I am a lesbian - I do not know whether my children will be gay, straight, bisexual or asexual.

So, what do I do about all these differences? When I first adopted black children, I was given scare stories about how I, as a white parent, would not be able to give them what they needed. As a hearing person (sort of), I was told I could not enter the Deaf World of my deaf daughter. As a non-adopted person, I cannot know the loss they feel of their original families. Nevertheless, this is the life we have to lead, and I believe that they are better off being my children than they would be if they were not. Now, I need to make that as complete and nurturing as possible. I need to be sure they have all they need, whether it comes from me or not.

I surround my family with people that I truly want to be with, who also share characteristics of my children that I do not have. We have adult friends who are black, who are deaf, who are straight, who were adopted. I want my children to know a variety of types of adults and to see that I respect and value the lives of those people. Community for us means many overlapping circles of people.
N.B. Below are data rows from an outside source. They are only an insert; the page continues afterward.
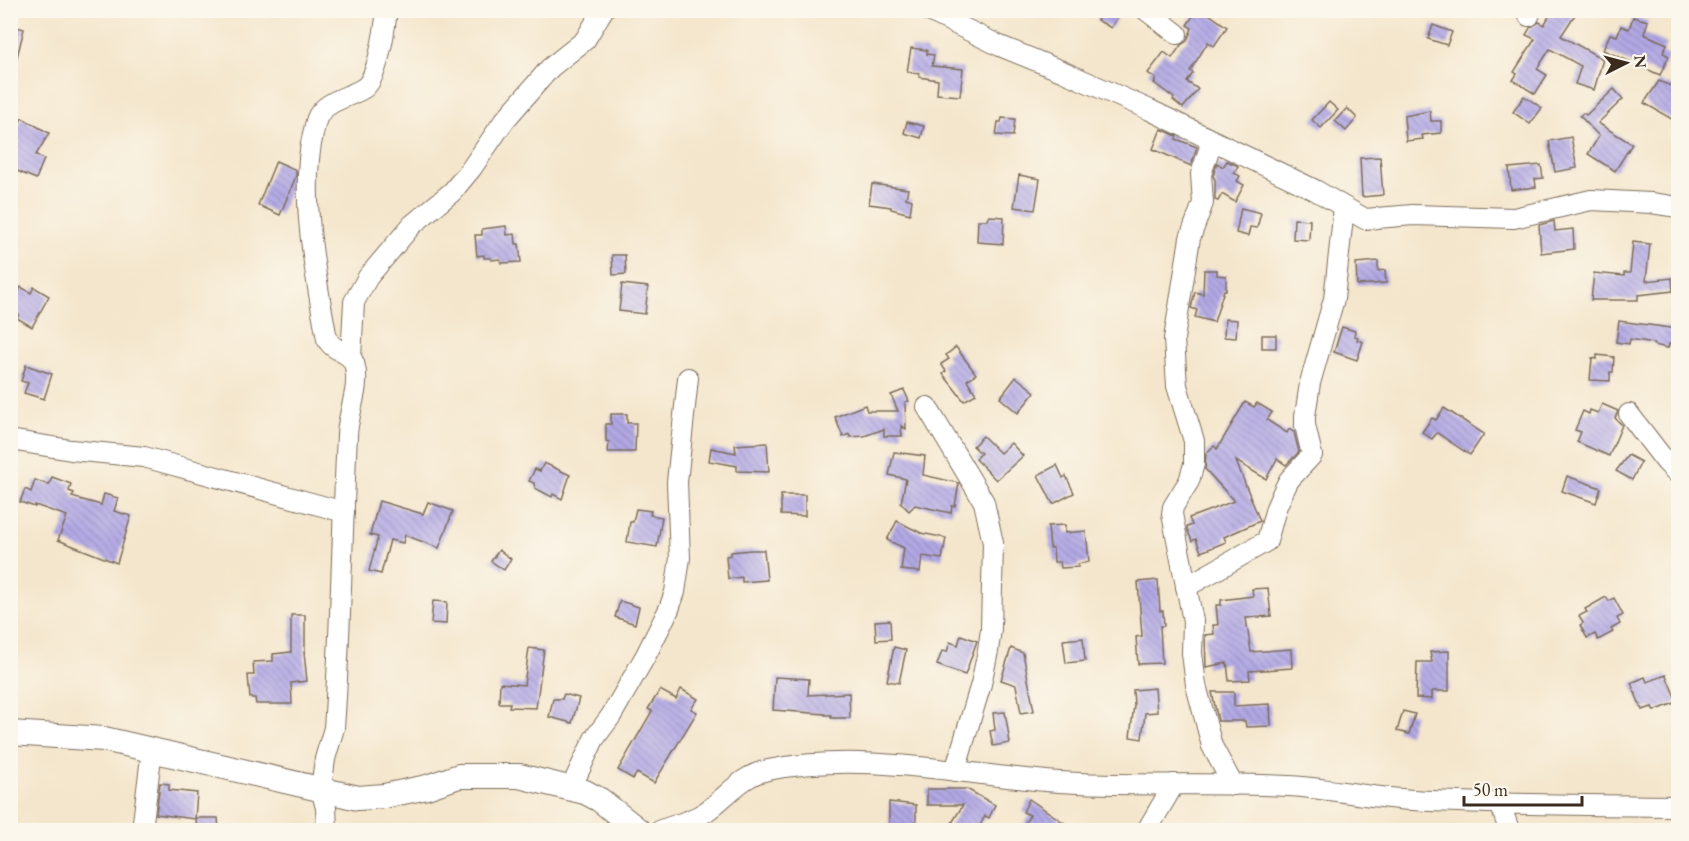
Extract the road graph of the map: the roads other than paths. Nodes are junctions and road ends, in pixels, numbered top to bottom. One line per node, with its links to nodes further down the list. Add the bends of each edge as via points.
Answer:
1 (387, 10): 10 (street, via 380,54 367,85 329,104 319,114 308,169 309,219 327,339 331,346)
2 (603, 10): 10 (street, via 585,40 550,68 504,121 452,192 412,225 368,277 354,302)
3 (927, 10): 5 (street)
4 (1146, 10): 6 (street)
5 (961, 18): 7 (street, via 1000,46)
6 (1178, 34)
7 (1212, 141): 8 (street); 17 (street, via 1201,174 1203,203 1190,238 1174,339 1177,386 1195,448 1192,473 1172,514)
8 (1344, 207): 9 (street, via 1365,219 1374,219 1413,215 1514,218 1591,200); 17 (street, via 1334,299 1310,383 1305,416 1312,455 1283,492 1267,541)
9 (1678, 207)
10 (351, 358): 16 (street, via 356,382 346,436)
11 (688, 378): 23 (street, via 678,476 680,558 675,592 646,655 594,739)
12 (927, 407): 20 (street, via 984,502 993,543 988,651)
13 (1629, 414): 15 (street)
14 (10, 440): 16 (street, via 144,457)
15 (1678, 474)
16 (344, 512): 24 (street, via 334,728)
17 (1186, 587): 22 (street, via 1193,621 1196,685 1204,719 1212,746)
18 (10, 733): 19 (street, via 104,739)
19 (152, 749): 24 (street); 27 (street)
20 (955, 771): 21 (street, via 1060,782); 30 (street, via 885,763 771,769 747,778 693,819)
21 (1174, 784): 22 (street); 31 (street)
22 (1233, 785): 25 (street, via 1291,786 1410,800)
23 (571, 788): 24 (street, via 519,776 469,774 370,798); 29 (street, via 600,800)
24 (321, 789): 28 (street)
25 (1500, 803): 26 (street); 32 (street)
26 (1678, 806)
27 (142, 831)
28 (327, 831)
29 (638, 831)
30 (661, 831)
31 (1147, 831)
32 (1509, 831)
There are places where they will belong and I will only ever be a guest, but I hope to have found them a guide for the journey where I am unfamiliar.

Black babies are cute - black teenagers can be scary. Who will they take to the prom, who will they marry? Deaf preschoolers are sweet and amusing - nonspeaking, limited English young adults unable to hold a job due to poor education are an embarrassment. Adoption across a cultural difference requires a new way of defining family and community, in order to provide adult role models for our children who are LIKE THEM, in whatever way we are not. A deaf adult that I know believed, growing up in hearing culture, that deaf children died before adulthood, because she had never seen a deaf adult. Another deaf adult thought she would become hearing, like all the adults she knew, since the only deaf people she had ever seen were children.

Please, for anyone who adopts, share your family and your children so they can have a fuller sense of who they are and that they are precious to you, just the way they are.